Ghost Master: Resurrection, the remake of the 2003 cult strategy game, is out now on PC, PlayStation 5, Xbox Series X|S, and Nintendo Switch. Developed by Mechano Story Studio and published by Strategy First, this definitive edition bundles the base game with DLC packs from the first play session, with the digital Core Edition including the Until Dawn and Ghost Adrift packs and the physical release adding Ghostly Defence and Ashes & Abyss on disc.

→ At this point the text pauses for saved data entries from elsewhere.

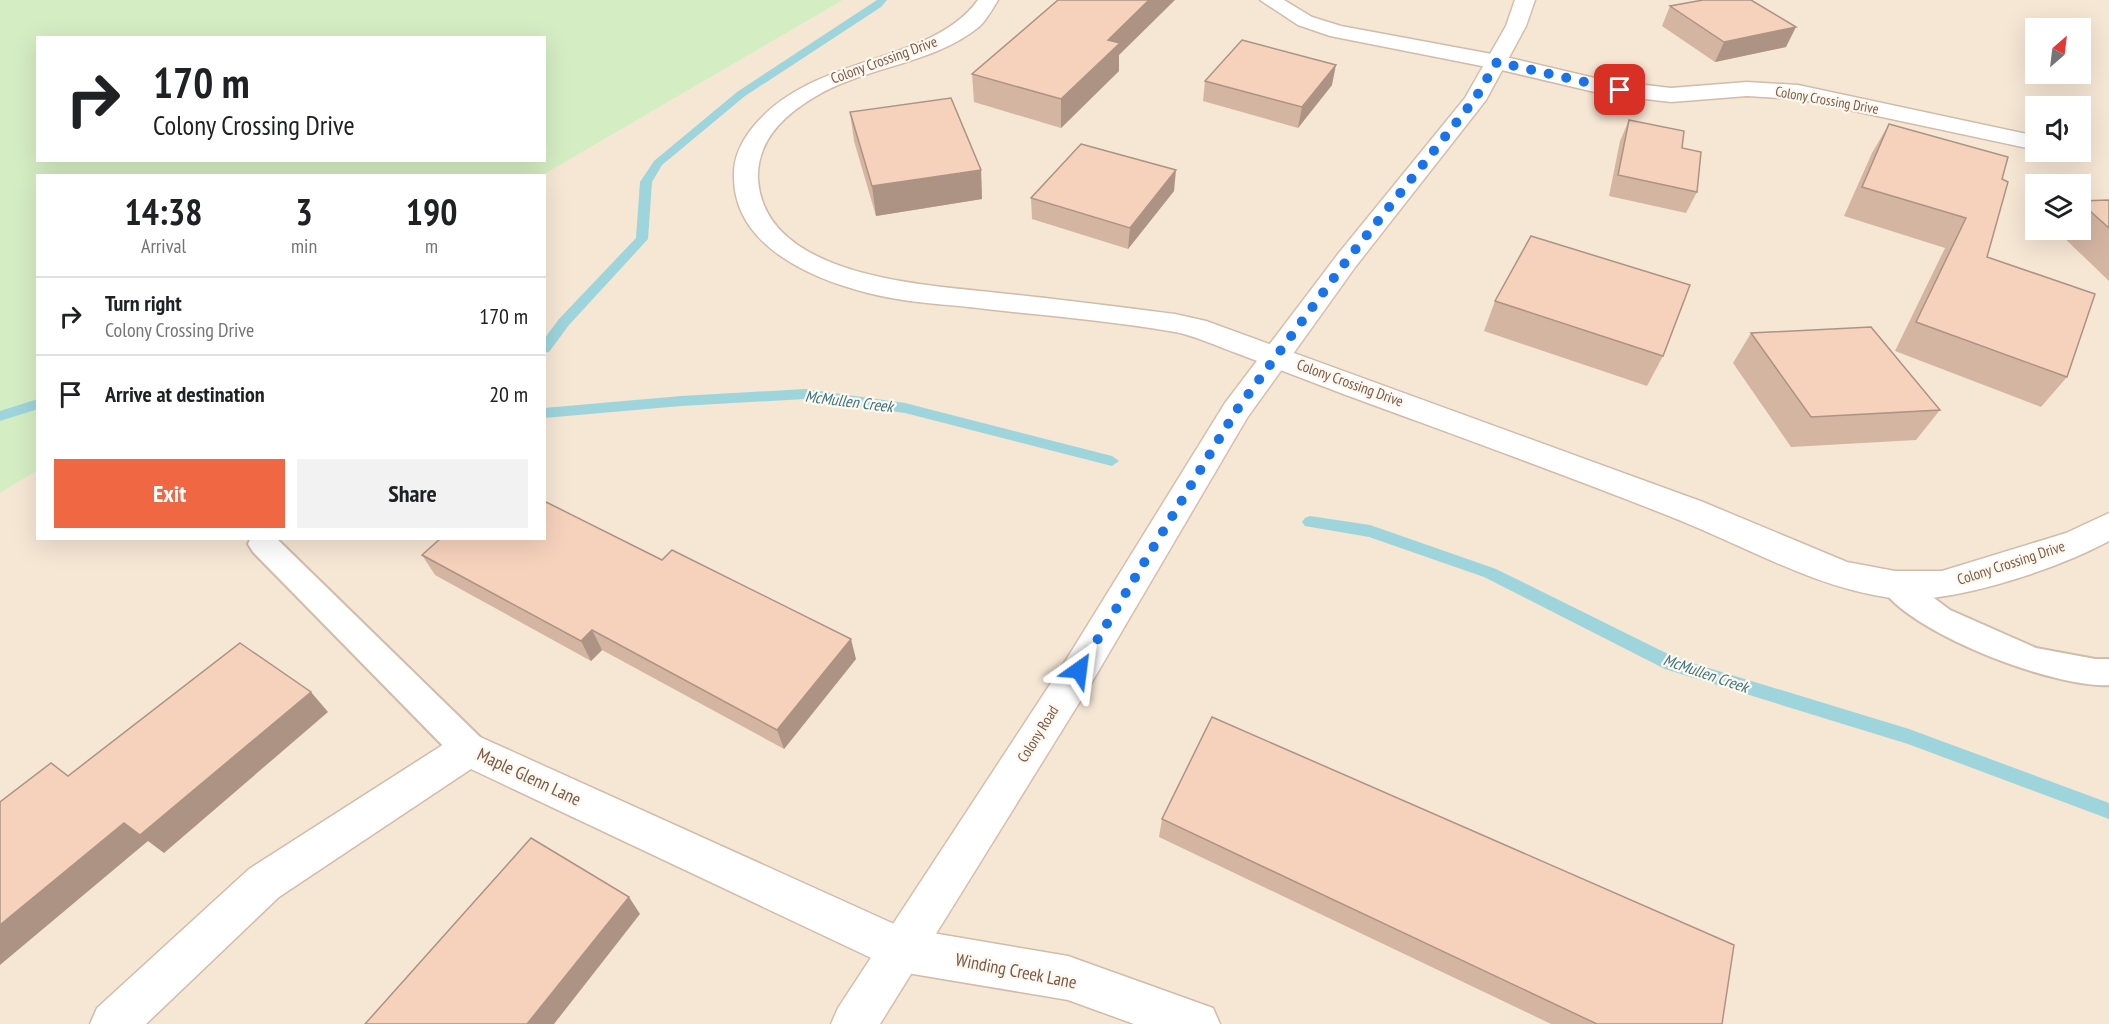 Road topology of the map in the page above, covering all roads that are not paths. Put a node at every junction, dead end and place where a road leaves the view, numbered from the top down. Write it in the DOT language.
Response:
graph roads {
  1 [pos="988,0"];
  2 [pos="1270,0"];
  3 [pos="1525,0"];
  4 [pos="1497,62"];
  5 [pos="2025,141"];
  6 [pos="1275,356"];
  7 [pos="2109,526"];
  8 [pos="263,544"];
  9 [pos="1895,585"];
  10 [pos="2109,672"];
  11 [pos="470,749"];
  12 [pos="901,950"];
  13 [pos="113,1024"];
  14 [pos="854,1024"];
  15 [pos="1197,1024"];
  1 -- 6 [label="street, Colony Crossing Drive"];
  2 -- 4 [label="street, Colony Crossing Drive"];
  3 -- 4 [label="street, Colony Road"];
  4 -- 5 [label="street, Colony Crossing Drive"];
  4 -- 6 [label="street, Colony Road"];
  6 -- 9 [label="street, Colony Crossing Drive"];
  6 -- 12 [label="street, Colony Road"];
  7 -- 9 [label="street, Colony Crossing Drive"];
  8 -- 11 [label="lane"];
  9 -- 10 [label="lane"];
  11 -- 12 [label="street, Maple Glenn Lane"];
  11 -- 13 [label="street, Maple Glenn Lane"];
  12 -- 14 [label="street, Colony Road"];
  12 -- 15 [label="street, Winding Creek Lane"];
}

The original Ghost Master, developed by Sick Puppies under Empire Interactive, put players on the other side of the haunting. You don't play as the person running from ghosts. You are the Ghost Master, commanding a roster of spectres, banshees, and gremlins to terrorise the living citizens of Gravenville. The core loop runs on a resource called plasm, the energy that fuels your hauntings, and the only way to generate it is by scaring mortals. That creates a tension worth paying attention to: scare people too much and they flee the building entirely, cutting off your plasm supply and making the job harder. Every haunting becomes a balancing act between maximum terror and sustainable fear, pushing mortals to the edge without tipping them over it.

In game screenshot
In game screenshot

Your ghost team is where the strategy lives. Around fifty haunters exist across the game, each with distinct personalities, strengths, weaknesses, and power sets. Some make walls drip with blood. Others cut the lights. You're assembling a squad and deploying them across rooms and floors, reading the situation and matching the right ghost to the right moment. The game blends puzzle solving with tactical placement across multi-branching missions, where how you combine your spirits and where you position them determines whether you complete objectives or watch your targets scatter into the night. Up to fifteen scenarios play out across eleven locations, from an asylum and sorority house to a military base and police station, each demanding different approaches to the same fundamental question: how do you haunt this place efficiently?

What makes the system click is the AI driving the mortals. Up to thirty characters occupy each level, going about their lives, cooking, working, arguing, until your ghosts intervene. The AI is designed to simulate natural human behaviour, so when fear sets in the reactions cascade. People become irrational, panicked, sometimes insane. Reading those reactions and adjusting your haunting strategy in real time is where Ghost Master finds its rhythm. You're not just placing ghosts and watching chaos unfold. You're managing a living ecosystem of fear, nudging it in the direction you need while keeping enough mortals around to sustain your resources.

In game screenshot
In game screenshot

The premise wraps all of this in a coherent plot that threads through every scenario. Gravenville is a complete virtual world, and the missions connect into a larger narrative as your ghost team grows and develops over time. Individual haunters evolve as the game progresses, gaining new capabilities that open up fresh tactical options in later levels. Hidden content and branching paths reward players who experiment with different ghost combinations and explore beyond the obvious solutions.

Ghost Master: Resurrection is a full remake built on a new engine with modern visuals and refined systems. Mechano Story Studio has described the project as a faithful recreation that honours the original while expanding its narrative depth. This resurrection brings that specific blend of strategy, horror, and humour to modern platforms. The game's settings draw from classic horror film imagery, with macabre locations rendered in full 3D and a camera system that lets you view the action from the perspective of either humans or ghosts.

In game screenshot
In game screenshot

Ghost Master always occupied a strange and specific niche: a strategy game where the comedy and the horror aren't at odds but feed each other. The humour comes from watching ordinary people lose their minds over your carefully orchestrated supernatural chaos, while the strategy comes from the resource management underneath it all. Gravenville's citizens go about their mundane routines until you decide otherwise, and the gap between their normality and your ghostly intervention is where the game finds both its laughs and its challenge.